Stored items
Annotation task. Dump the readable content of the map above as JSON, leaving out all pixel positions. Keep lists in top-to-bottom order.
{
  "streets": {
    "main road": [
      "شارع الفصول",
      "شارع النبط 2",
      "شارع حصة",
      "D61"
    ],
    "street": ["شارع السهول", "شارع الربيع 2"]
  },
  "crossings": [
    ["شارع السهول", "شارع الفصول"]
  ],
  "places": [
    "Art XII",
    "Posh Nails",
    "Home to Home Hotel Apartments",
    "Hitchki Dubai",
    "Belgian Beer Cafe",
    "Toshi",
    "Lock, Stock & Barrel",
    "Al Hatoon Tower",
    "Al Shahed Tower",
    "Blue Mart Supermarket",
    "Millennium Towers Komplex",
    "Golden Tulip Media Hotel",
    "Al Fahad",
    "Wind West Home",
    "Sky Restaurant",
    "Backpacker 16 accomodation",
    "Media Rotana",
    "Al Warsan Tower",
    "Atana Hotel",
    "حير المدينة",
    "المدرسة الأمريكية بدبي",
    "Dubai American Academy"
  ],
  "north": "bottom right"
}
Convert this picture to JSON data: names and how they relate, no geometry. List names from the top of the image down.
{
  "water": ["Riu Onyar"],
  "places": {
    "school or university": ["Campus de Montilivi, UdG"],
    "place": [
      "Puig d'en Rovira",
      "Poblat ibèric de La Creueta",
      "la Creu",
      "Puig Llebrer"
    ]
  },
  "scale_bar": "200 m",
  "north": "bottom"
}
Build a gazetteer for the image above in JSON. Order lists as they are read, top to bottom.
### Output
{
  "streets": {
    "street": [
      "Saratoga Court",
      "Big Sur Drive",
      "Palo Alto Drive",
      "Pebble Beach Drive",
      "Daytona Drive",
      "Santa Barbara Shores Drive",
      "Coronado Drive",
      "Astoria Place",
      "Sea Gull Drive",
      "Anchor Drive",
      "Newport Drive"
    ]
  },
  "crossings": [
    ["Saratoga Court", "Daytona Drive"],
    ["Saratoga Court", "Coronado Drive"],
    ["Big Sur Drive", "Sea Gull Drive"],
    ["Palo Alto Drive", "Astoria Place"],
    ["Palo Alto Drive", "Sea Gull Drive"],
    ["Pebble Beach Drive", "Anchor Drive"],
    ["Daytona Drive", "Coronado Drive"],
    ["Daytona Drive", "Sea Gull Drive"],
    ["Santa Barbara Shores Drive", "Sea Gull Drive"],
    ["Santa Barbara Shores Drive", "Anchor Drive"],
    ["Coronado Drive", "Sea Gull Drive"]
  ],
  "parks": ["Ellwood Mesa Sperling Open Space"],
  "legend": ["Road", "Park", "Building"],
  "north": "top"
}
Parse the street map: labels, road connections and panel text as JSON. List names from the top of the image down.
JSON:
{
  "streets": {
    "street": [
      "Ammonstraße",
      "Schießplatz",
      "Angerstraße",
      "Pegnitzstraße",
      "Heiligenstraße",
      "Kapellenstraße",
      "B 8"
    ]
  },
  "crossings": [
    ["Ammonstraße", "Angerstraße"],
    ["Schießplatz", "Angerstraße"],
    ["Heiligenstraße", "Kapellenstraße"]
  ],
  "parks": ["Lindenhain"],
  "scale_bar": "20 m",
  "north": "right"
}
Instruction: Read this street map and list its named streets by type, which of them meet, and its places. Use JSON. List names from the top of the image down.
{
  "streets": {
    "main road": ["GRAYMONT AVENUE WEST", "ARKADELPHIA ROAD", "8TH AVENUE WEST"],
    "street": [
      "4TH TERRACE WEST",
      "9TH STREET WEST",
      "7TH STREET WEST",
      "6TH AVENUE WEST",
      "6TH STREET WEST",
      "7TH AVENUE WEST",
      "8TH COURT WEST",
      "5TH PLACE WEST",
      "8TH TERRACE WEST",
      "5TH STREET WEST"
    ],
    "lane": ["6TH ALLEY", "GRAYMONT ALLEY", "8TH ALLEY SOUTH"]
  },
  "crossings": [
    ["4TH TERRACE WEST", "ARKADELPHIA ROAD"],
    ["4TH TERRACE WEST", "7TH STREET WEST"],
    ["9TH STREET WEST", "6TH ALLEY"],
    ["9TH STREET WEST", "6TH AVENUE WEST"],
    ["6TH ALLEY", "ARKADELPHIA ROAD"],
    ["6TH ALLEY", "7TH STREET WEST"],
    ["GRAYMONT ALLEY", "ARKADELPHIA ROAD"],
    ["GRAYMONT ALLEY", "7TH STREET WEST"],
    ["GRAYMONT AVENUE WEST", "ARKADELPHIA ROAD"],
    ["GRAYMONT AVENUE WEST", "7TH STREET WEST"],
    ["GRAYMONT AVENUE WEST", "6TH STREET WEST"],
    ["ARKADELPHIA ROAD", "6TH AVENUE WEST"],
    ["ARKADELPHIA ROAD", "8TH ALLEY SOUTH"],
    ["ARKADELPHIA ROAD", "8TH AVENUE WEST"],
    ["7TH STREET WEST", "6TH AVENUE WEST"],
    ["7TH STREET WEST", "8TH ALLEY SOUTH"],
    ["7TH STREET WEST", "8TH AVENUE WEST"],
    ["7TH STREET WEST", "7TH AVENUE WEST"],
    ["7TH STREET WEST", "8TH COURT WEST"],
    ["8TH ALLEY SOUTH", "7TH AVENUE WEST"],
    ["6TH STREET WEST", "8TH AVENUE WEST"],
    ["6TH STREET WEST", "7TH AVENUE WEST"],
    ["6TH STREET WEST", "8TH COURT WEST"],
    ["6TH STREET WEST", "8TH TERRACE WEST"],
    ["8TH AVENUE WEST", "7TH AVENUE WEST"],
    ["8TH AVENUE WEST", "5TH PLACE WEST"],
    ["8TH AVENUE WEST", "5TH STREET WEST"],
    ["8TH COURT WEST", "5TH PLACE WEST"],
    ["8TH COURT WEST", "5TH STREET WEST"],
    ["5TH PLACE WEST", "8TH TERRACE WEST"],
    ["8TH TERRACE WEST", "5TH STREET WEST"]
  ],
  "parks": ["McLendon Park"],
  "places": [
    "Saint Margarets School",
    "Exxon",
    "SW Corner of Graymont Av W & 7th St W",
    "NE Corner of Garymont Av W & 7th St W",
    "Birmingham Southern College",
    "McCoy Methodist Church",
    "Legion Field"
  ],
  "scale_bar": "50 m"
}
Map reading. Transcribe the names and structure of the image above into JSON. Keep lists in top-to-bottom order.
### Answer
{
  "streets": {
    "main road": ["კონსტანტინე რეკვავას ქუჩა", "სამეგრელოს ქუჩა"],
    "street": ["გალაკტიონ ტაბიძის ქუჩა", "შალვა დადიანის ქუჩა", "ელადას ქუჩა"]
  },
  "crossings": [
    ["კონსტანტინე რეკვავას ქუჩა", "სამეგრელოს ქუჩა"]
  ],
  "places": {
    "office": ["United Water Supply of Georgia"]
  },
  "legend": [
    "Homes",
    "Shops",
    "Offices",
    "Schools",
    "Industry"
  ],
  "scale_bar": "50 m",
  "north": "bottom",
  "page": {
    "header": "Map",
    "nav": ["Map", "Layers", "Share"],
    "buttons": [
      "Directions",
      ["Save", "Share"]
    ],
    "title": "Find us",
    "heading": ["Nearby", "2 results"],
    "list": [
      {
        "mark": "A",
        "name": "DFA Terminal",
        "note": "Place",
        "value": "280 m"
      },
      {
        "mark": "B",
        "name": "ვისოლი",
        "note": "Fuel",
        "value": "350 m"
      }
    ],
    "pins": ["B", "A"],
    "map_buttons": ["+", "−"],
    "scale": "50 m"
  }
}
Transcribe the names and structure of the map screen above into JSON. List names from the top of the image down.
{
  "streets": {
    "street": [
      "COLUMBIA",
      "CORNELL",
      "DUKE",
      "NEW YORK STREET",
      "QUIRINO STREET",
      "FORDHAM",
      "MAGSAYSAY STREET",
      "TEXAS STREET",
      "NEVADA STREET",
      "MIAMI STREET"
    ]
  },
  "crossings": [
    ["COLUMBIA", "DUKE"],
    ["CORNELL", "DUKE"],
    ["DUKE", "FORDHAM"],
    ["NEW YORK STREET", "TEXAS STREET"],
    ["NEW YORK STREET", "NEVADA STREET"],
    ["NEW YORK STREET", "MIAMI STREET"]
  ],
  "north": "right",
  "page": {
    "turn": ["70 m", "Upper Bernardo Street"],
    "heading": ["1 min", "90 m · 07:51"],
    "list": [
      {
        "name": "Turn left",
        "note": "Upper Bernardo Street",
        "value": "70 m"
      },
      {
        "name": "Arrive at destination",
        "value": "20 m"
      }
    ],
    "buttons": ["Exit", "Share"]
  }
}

▶ Required action
The task calls for all lines in the entries that hold "Palo".

▶ Exercise output
      "Palo Alto Drive",
    ["Palo Alto Drive", "Astoria Place"],
    ["Palo Alto Drive", "Sea Gull Drive"],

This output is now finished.